• YOUR ASSIGNMENT
Find every line below that contains the word "image" and copy it out.

Collected data entries:

^^^^

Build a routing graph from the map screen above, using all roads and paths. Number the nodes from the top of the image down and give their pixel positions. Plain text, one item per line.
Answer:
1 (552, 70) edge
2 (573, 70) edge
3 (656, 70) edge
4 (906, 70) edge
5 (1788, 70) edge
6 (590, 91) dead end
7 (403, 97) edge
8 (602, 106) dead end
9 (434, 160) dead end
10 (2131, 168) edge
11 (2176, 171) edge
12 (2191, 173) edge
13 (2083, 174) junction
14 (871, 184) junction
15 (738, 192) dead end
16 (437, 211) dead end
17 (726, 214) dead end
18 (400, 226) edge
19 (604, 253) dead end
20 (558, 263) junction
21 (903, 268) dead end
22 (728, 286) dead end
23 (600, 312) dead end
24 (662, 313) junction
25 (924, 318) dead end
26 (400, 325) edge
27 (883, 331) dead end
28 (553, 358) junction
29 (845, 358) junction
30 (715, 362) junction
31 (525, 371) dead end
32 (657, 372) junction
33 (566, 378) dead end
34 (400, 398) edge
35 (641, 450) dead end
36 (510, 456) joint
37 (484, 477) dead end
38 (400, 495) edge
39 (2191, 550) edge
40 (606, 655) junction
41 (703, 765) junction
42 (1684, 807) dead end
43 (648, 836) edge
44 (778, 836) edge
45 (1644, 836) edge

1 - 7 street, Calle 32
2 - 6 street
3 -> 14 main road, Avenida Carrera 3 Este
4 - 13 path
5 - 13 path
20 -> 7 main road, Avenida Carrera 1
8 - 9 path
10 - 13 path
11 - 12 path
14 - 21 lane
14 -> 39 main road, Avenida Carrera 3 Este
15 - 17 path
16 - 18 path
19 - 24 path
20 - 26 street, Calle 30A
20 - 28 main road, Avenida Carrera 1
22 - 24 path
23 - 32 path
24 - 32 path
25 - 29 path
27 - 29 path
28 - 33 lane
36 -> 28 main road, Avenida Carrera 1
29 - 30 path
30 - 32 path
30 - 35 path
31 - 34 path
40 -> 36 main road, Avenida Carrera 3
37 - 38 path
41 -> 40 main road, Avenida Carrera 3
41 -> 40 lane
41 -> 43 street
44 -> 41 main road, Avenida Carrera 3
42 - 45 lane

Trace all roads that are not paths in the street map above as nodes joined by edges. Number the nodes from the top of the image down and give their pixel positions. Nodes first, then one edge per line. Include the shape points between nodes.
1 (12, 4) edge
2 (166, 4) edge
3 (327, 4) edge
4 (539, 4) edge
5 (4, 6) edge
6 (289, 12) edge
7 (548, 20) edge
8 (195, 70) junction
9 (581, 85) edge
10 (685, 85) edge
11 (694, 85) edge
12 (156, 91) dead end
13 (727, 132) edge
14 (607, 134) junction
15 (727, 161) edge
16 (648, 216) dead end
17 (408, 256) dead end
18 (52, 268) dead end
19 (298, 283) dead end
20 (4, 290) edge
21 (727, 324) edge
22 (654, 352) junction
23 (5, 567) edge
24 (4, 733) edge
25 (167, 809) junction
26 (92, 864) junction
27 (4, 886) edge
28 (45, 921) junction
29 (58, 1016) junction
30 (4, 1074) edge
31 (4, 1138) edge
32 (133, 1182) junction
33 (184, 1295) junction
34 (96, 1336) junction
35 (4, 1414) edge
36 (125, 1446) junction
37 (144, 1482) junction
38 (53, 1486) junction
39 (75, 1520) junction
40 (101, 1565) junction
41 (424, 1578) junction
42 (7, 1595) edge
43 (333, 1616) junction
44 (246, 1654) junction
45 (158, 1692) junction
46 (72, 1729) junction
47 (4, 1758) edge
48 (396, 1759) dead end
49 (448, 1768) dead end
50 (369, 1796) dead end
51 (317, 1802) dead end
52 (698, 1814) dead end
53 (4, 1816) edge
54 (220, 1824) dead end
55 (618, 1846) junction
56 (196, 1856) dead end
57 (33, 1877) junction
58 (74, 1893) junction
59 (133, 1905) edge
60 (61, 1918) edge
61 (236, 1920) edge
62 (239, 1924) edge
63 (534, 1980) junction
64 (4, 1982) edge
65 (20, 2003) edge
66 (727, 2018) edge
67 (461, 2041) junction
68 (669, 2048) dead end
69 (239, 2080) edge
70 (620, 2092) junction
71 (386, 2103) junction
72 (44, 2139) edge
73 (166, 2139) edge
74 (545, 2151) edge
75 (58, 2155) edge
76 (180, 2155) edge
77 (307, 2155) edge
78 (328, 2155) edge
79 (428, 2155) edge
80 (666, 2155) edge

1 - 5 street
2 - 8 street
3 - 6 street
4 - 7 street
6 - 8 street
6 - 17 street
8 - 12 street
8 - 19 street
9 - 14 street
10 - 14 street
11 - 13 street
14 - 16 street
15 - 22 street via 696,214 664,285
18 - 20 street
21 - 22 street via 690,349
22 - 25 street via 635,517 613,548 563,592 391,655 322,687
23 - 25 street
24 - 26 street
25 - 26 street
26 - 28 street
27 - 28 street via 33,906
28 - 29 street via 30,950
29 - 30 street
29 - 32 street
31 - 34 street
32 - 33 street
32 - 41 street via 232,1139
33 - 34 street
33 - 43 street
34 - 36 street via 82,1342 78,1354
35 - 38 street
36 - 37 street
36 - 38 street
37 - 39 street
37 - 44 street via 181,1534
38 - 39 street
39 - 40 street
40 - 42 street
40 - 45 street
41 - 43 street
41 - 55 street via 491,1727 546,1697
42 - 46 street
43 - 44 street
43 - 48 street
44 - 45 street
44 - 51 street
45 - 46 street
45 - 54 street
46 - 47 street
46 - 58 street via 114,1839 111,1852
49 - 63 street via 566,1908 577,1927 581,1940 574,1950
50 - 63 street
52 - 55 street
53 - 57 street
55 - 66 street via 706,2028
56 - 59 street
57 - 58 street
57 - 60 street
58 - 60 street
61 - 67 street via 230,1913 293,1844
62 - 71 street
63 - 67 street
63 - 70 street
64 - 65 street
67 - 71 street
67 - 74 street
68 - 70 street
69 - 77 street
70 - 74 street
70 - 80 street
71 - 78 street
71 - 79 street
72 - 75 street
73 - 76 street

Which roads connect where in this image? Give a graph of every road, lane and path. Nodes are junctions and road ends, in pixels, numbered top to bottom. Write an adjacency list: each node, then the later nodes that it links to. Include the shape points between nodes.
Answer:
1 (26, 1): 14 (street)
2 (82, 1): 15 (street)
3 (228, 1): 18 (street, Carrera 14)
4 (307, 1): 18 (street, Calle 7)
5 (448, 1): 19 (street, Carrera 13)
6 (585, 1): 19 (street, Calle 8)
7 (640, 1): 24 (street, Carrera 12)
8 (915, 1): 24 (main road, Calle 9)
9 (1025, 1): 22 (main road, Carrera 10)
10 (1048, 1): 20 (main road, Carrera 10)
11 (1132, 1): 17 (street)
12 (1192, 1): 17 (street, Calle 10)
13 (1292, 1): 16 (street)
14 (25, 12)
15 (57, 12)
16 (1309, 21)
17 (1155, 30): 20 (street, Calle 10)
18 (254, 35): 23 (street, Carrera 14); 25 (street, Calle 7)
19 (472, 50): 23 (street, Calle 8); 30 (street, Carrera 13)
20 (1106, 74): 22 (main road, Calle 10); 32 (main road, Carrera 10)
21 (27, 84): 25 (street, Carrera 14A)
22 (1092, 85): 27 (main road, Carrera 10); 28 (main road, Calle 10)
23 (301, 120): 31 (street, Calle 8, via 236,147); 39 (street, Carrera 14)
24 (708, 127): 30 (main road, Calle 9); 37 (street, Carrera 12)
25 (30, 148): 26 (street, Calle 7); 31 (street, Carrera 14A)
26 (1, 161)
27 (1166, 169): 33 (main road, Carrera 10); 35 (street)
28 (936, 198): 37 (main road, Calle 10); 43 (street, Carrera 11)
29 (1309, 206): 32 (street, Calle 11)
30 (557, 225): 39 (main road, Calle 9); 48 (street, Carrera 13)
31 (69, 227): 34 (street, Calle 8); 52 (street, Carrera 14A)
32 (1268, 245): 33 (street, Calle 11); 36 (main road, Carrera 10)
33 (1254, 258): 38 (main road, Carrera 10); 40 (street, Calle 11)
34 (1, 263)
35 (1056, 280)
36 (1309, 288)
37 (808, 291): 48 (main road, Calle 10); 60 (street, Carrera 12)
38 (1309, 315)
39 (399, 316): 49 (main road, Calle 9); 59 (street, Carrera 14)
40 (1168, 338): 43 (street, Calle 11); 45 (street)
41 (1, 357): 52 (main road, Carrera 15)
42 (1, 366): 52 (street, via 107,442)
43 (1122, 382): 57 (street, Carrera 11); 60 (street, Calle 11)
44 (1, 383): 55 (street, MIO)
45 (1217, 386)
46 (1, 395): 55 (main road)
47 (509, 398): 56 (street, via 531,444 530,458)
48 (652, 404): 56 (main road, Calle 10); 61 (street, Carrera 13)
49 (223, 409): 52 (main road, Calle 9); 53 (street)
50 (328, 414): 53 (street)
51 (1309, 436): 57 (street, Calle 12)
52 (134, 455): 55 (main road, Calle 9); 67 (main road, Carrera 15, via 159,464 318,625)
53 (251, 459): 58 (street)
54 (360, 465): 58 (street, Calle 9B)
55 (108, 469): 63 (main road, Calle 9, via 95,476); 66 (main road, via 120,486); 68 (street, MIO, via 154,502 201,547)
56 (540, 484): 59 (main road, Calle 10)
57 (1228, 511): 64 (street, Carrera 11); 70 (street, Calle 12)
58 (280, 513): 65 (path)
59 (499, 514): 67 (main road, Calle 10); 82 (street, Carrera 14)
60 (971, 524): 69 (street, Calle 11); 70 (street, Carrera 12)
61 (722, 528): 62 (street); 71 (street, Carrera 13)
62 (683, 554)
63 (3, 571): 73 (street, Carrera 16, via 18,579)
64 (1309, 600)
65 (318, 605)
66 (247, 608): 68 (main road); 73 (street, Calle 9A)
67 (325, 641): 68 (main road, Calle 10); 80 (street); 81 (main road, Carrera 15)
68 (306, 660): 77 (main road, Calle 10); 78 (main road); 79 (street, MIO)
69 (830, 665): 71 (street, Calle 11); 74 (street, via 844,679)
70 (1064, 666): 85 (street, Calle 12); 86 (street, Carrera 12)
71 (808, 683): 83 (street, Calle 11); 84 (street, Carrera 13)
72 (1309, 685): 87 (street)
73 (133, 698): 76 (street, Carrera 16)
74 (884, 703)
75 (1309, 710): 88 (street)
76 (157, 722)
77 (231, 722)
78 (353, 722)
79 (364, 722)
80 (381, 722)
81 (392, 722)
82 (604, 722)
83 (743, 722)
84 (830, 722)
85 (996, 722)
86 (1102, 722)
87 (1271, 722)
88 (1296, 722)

^^^^

• SOLVED PROBLEM
Build a routing graph from the map screen above, using all roads and paths. Number the nodes from the top of the image down and give their pixel positions. Plain text, one item per line.
Trace all roads that are not paths in the street map above as nodes joined by edges. Number the nodes from the top of the image down and give their pixel positions. Nodes first, then one edge per line. Include the shape points between nodes.
Which roads connect where in this image? Give a graph of every road, lane and path. Nodes are junctions and road ends, in pixels, numbered top to bottom. Write an adjacency list: each node, then the later nodes that it links to. Include the shape points between nodes.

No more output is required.